◆ Exercise materials ◆

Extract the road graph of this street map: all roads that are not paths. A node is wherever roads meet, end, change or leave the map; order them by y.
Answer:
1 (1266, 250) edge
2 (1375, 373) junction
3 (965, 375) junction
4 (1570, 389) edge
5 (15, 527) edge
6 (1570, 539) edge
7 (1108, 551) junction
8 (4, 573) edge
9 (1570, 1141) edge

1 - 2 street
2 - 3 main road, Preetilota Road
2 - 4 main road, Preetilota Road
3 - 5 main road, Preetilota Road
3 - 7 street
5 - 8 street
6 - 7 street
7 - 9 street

◆ What to produce ◆
Please return the whole listing, line for line, exactly.

◆ Result of this task ◆
Extract the road graph of this street map: all roads that are not paths. A node is wherever roads meet, end, change or leave the map; order them by y.
Answer:
1 (1266, 250) edge
2 (1375, 373) junction
3 (965, 375) junction
4 (1570, 389) edge
5 (15, 527) edge
6 (1570, 539) edge
7 (1108, 551) junction
8 (4, 573) edge
9 (1570, 1141) edge

1 - 2 street
2 - 3 main road, Preetilota Road
2 - 4 main road, Preetilota Road
3 - 5 main road, Preetilota Road
3 - 7 street
5 - 8 street
6 - 7 street
7 - 9 street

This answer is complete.